A MINGUS AMONG US…Charles Mingus: The Lost Album From Ronnie Scott’s

I still remember the first time I heard a Charles Mingus album; my “jazz tutor” Bob Carlton put on Mingus Ah Um, with the rollicking horns and bass of “Better Git It In Your Soul” just exciting my ears, preparing me for the agonizing “Goodbye Pork Pie Hat”. That first side of the album captured everything that was attractive about Mingus; the intensity, swing, tradition, volatility and shift of musical moods. After him, everyone else seemed tamed and sterile.

I got, absorbed and memorized all of his albums, and that’s what makes this three disc discovery by Resonance Records all the more worthwhile, as represents a Mingus period in transition and therefore forgotten and unrecorded. Recorded over a pair of nights in 1972 at Ronnie Scott’s famous London club, the album captures a band that was as exciting as it was transitory. Mingus’ heartbeat of a drummer, Dannie Richmond, had left to tour with the rock band Mark-Almond, but Roy Brooks more than adequately fills in, adding some energy and vigor that stimulates the leader. Alto saxist Charles McPherson is still around, but we now have trumpeter Jon Faddis, Bobby Jones on tenor sax and clarinet and John Foster holding down the piano. There are essentially only six songs here, (with two quick ditties as “out-tros”), so the band really stretches out, ranging from a concise seven minutes to a couple half hour marathons, with everyone getting a chance to show their wares on their own and in unison.

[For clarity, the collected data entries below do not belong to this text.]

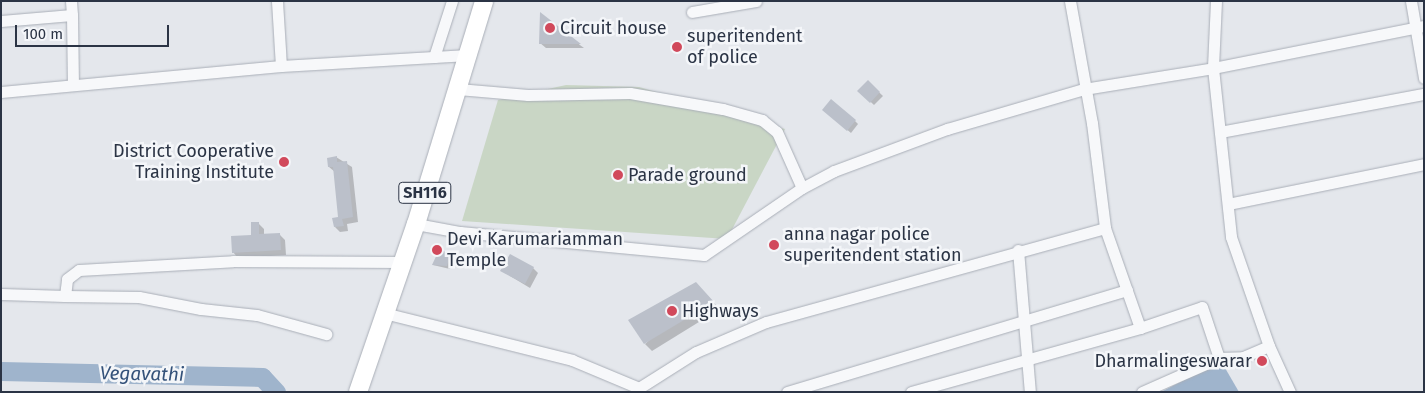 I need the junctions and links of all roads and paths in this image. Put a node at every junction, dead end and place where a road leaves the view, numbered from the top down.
1 (71, 1) edge
2 (277, 1) edge
3 (452, 1) edge
4 (484, 1) edge
5 (756, 1) edge
6 (1070, 1) edge
7 (1216, 1) edge
8 (1411, 1) edge
9 (692, 12) dead end
10 (72, 15) junction
11 (1, 21) edge
12 (1420, 27) edge
13 (468, 55) junction
14 (434, 57) junction
15 (281, 66) junction
16 (1213, 68) junction
17 (1424, 78) edge
18 (73, 84) junction
19 (458, 89) junction
20 (1084, 89) junction
21 (1, 92) edge
22 (1424, 94) edge
23 (1220, 132) junction
24 (1424, 164) edge
25 (802, 188) junction
26 (1228, 204) junction
27 (416, 224) junction
28 (1105, 228) junction
29 (1018, 250) junction
30 (402, 262) junction
31 (1127, 290) junction
32 (1, 294) edge
33 (65, 296) junction
34 (384, 313) junction
35 (1026, 322) junction
36 (1140, 328) junction
37 (326, 334) dead end
38 (1269, 346) junction
39 (1028, 358) junction
40 (1219, 358) junction
41 (360, 387) edge
42 (643, 390) edge
43 (787, 392) edge
44 (911, 392) edge
45 (1030, 392) edge
46 (1142, 392) edge
47 (1290, 392) edge

1 - 10 street
2 - 15 street
3 - 14 street
4 - 13 main road, SH116
5 - 9 street
6 - 20 street
7 - 16 street
8 - 12 street
10 - 11 street
10 - 18 street
12 - 16 street
12 - 17 street
13 - 14 street
13 - 19 main road, SH116
14 - 15 street
15 - 18 street
16 - 20 street
16 - 23 street
18 - 21 street
19 - 25 street
19 - 27 main road, SH116
20 - 25 street
20 - 28 street
22 - 23 street
23 - 26 street
24 - 26 street
25 - 27 street
26 - 38 street
27 - 30 main road, SH116
28 - 29 street
28 - 31 street
29 - 35 street
29 - 42 street
30 - 33 street
30 - 34 main road, SH116
31 - 35 street
31 - 36 street
32 - 33 street
33 - 37 street
34 - 41 main road, SH116
34 - 42 street
35 - 39 street
35 - 43 street
36 - 39 street
36 - 40 street
38 - 40 street
38 - 47 street
39 - 44 street
39 - 45 street
40 - 46 street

Mingus mixes older material like “Fables of Faubus” with relatively recent pieces from his albums Three Or Four Shades  Of Blues as Brooks pulls out his saw and bows away with some earthy vocals by Foster on “Noddin’ Heard Blues”. Faddis sears over the pulse of “Orange Was the Color Of Her Dress…” as the rhythm team recreates the sensuality of “Ysidra’s Table Dance” with Jones howling on tenor sax. There’s a mix of bop and beyond on the wild ride of “Mind Reader’s Convention” with Foster and Faddis swinging hard while Brooks goes from deep grooves to avalanche cavalcades. Mingus himself mixes anger, angst and art with McPherson on “Fables of Faubus”, changing moods completely for a celebration of “Pops (AKA “When The Saints Go Marching In”)” with Jones’ clarinet joining with McPherson for a New Orleans shuffle. Mingus’s recent “The Man Who Never Sleeps” is a lazy blues that oozes melancholia , while the two closing snippets, “Ko Ko” and “Air Mail Special” reveal the marrow of Mingus’ mind.

It must have been something to see, as you can really feel the heat of this one. A missing chapter of Mingus’ War and Peace career.